### [Source information]
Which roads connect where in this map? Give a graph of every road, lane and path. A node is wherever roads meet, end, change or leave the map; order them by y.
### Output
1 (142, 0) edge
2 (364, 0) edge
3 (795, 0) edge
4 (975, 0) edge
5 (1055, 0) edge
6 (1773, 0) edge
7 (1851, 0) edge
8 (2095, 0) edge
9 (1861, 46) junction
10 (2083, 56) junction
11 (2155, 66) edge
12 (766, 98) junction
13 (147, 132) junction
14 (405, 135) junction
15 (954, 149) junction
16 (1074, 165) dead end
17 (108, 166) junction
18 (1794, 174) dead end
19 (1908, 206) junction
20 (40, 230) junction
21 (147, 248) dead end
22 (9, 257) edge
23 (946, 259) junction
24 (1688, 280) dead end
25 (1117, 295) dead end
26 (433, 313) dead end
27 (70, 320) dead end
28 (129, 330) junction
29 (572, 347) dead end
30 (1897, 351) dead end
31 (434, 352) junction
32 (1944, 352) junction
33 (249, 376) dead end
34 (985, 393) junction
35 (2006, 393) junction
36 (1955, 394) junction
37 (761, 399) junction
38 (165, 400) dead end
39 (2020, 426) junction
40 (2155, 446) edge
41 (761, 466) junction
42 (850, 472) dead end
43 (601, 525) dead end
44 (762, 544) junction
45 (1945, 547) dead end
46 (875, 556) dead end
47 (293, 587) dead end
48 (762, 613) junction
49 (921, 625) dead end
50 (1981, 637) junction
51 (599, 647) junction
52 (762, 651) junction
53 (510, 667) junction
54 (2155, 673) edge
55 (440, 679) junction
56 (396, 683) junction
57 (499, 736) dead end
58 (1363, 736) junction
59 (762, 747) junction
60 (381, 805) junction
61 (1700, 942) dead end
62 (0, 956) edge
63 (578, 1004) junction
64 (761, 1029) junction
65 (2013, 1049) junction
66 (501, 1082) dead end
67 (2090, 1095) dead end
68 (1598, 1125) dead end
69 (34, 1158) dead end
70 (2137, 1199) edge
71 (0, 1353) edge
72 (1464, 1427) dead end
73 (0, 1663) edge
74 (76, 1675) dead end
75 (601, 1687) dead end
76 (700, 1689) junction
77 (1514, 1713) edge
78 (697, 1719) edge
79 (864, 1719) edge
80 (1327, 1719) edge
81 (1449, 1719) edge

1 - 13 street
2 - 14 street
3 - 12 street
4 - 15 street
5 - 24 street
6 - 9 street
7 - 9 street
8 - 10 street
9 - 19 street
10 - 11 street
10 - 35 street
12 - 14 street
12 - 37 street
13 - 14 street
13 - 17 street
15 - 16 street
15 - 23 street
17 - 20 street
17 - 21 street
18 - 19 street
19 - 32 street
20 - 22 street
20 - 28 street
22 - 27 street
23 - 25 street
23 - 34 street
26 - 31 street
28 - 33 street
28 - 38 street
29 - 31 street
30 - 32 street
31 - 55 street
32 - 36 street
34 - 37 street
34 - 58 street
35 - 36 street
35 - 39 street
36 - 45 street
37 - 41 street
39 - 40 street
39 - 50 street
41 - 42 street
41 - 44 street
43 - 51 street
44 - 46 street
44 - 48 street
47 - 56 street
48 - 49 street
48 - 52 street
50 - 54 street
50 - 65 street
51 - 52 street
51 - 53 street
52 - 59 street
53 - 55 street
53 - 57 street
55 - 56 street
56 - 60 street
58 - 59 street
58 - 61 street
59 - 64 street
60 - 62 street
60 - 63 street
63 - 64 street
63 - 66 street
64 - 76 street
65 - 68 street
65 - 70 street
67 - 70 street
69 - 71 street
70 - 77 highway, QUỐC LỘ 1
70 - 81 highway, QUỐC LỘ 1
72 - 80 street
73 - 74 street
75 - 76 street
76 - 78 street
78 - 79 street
---
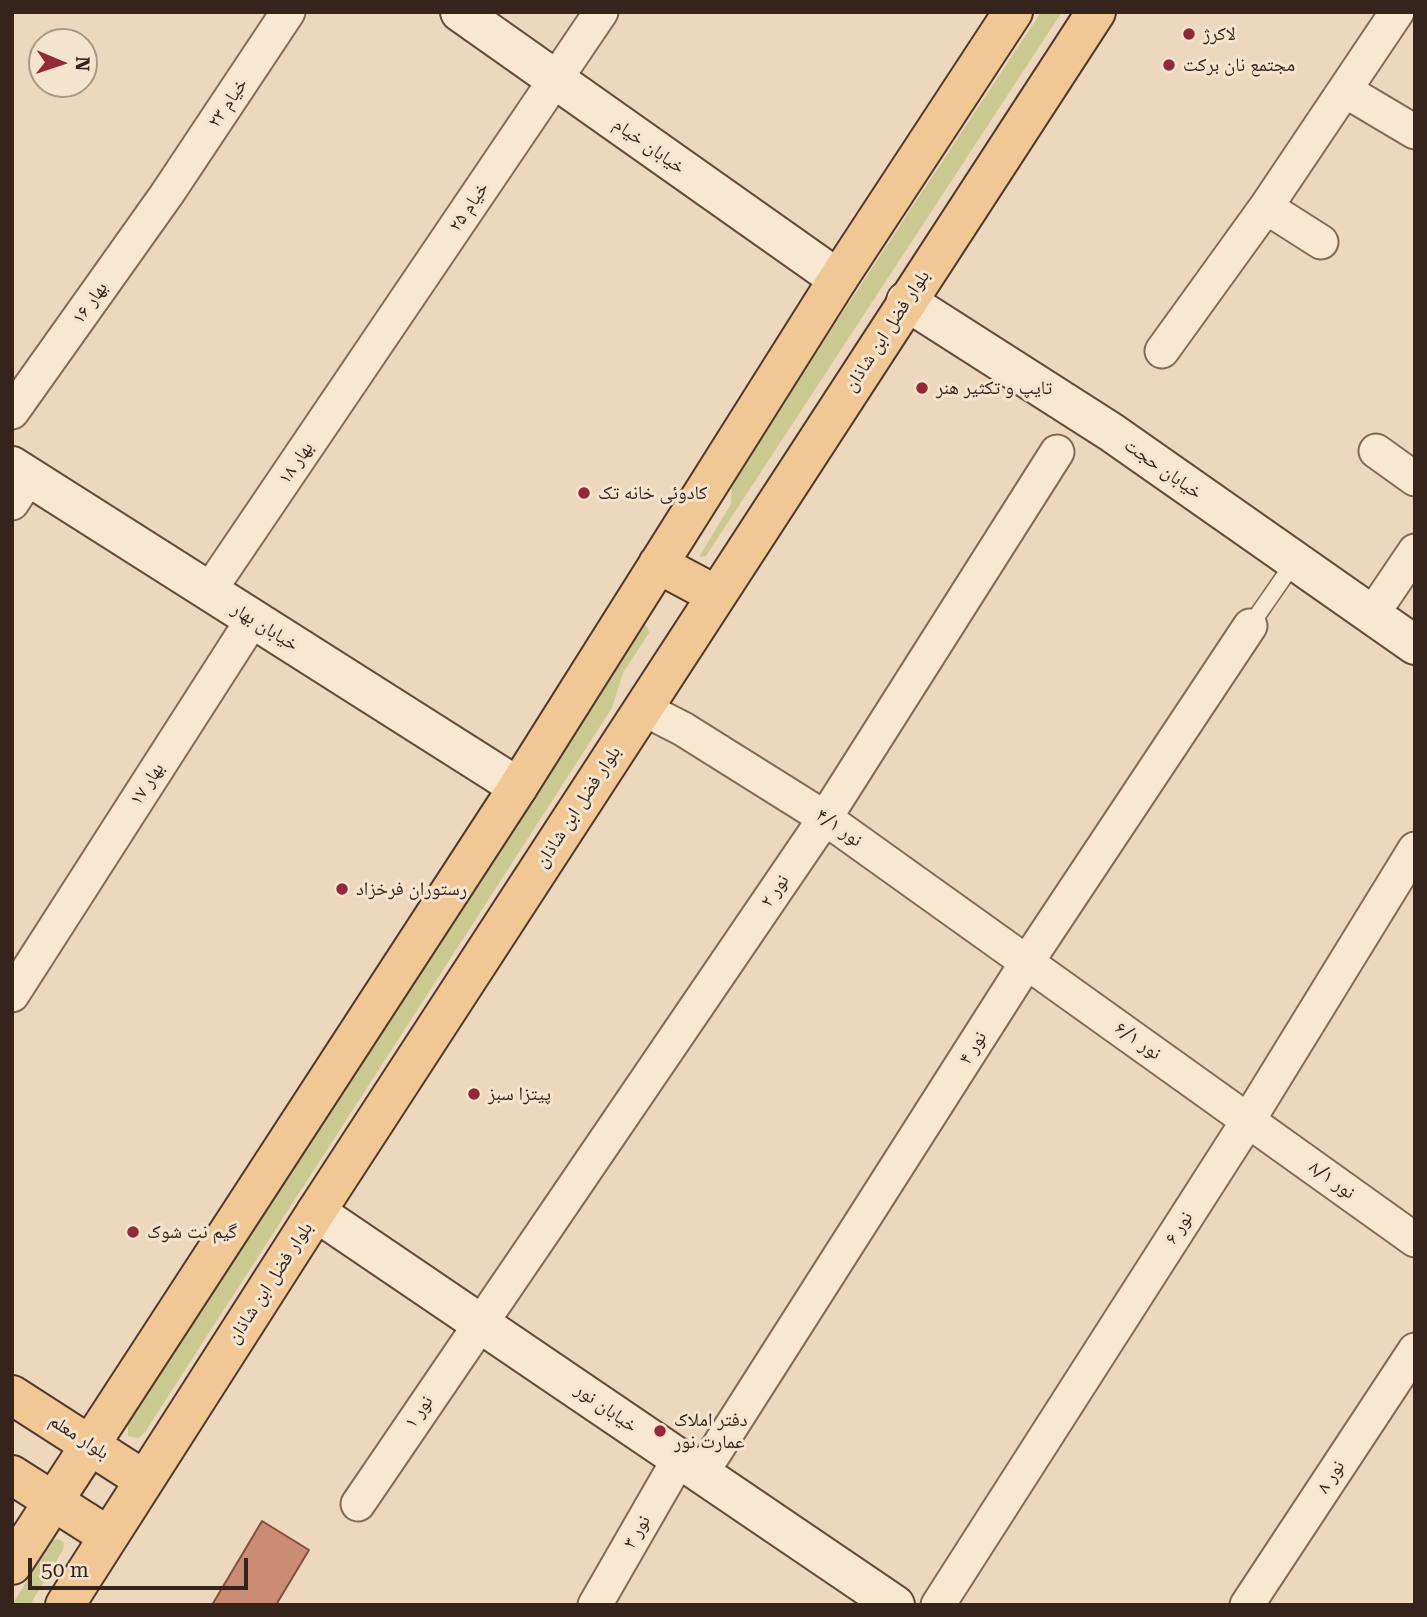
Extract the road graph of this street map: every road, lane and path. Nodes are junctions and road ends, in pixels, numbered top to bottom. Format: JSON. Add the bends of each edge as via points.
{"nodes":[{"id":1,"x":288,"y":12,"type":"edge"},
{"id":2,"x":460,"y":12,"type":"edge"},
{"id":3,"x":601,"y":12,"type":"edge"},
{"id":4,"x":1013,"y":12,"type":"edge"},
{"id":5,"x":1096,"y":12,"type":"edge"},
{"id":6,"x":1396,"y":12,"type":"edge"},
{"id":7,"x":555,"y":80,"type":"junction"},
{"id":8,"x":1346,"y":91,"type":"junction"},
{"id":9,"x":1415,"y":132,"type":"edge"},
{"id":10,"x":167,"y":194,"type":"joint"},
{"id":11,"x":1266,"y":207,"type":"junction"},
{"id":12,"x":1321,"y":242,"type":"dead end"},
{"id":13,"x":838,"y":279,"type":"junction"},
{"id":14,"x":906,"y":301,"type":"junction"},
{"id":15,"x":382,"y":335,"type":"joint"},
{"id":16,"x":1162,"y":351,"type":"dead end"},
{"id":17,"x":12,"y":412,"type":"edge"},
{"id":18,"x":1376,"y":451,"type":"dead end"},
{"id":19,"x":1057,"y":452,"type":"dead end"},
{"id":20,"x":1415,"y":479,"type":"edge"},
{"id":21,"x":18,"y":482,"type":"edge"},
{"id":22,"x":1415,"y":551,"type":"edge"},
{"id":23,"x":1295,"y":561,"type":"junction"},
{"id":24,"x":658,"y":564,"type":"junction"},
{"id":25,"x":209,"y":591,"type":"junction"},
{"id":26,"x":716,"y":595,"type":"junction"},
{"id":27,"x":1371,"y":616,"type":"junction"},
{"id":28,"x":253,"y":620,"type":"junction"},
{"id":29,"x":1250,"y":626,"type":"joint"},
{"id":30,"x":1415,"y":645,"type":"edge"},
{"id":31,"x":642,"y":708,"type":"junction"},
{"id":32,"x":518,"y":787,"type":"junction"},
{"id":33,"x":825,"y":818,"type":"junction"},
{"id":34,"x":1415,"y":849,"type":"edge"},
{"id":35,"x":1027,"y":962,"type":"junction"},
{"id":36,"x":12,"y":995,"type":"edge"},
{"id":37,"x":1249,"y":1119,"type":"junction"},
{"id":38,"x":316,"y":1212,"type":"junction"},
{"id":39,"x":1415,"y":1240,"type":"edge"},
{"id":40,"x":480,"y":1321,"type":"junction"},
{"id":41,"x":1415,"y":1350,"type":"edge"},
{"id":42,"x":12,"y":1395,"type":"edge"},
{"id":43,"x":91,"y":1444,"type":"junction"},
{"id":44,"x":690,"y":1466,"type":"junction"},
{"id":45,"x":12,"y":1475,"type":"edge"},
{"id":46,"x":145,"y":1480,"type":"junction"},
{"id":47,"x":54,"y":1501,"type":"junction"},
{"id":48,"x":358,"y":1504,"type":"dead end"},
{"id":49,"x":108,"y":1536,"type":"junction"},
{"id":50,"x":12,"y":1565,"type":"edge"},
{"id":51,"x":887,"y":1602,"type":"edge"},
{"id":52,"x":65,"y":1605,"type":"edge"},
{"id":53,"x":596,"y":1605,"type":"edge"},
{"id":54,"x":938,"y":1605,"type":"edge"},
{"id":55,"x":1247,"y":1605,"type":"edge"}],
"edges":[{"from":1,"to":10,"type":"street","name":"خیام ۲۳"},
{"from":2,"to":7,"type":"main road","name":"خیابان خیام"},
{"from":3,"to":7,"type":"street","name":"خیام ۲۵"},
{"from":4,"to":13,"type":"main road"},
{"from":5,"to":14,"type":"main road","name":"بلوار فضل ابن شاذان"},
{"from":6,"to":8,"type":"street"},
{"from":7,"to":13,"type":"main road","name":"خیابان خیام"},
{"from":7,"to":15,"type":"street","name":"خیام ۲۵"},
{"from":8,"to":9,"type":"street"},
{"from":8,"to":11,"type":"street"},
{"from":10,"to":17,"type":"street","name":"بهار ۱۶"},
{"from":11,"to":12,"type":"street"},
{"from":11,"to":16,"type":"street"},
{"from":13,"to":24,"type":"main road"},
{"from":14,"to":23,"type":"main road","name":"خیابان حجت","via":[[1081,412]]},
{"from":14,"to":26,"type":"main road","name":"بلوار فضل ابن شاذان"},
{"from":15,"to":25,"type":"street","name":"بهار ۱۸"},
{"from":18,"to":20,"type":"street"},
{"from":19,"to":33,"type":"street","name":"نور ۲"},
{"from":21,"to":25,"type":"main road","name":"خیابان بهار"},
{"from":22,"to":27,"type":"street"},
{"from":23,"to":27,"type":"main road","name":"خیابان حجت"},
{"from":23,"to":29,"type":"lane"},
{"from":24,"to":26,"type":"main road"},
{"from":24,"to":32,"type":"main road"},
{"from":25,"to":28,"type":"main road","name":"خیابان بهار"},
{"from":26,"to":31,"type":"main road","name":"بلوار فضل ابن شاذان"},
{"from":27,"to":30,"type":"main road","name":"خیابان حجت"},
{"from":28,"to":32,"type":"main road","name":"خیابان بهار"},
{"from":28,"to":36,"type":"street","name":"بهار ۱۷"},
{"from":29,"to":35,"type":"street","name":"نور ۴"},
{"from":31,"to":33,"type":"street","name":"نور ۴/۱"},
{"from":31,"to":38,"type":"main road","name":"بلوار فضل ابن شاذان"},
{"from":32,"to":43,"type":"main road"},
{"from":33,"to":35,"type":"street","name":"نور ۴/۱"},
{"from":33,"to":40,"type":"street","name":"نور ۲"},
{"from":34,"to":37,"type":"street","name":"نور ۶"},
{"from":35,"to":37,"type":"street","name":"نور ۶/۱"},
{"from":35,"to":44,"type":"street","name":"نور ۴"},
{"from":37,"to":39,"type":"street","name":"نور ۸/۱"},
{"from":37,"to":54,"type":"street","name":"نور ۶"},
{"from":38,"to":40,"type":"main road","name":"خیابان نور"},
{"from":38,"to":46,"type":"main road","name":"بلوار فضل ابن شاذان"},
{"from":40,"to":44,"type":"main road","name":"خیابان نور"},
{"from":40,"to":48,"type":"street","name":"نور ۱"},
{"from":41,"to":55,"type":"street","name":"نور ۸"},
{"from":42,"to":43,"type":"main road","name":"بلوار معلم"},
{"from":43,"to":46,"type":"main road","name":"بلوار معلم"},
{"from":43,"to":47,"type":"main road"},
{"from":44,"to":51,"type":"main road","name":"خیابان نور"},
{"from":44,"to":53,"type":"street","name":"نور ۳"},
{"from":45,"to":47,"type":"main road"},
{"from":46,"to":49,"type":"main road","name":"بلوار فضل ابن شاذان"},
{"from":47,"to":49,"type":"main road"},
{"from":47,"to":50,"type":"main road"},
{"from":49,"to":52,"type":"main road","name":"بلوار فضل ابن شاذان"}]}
* * *
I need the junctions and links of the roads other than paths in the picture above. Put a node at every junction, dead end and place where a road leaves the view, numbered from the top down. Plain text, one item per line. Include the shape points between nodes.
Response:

### [About this exercise]
Filter the entries above and keep only the lines with the word "where".

### [Answer to this problem]
Which roads connect where in this map? Give a graph of every road, lane and path. A node is wherever roads meet, end, change or leave the map; order them by y.
I need the junctions and links of the roads other than paths in the picture above. Put a node at every junction, dead end and place where a road leaves the view, numbered from the top down. Plain text, one item per line. Include the shape points between nodes.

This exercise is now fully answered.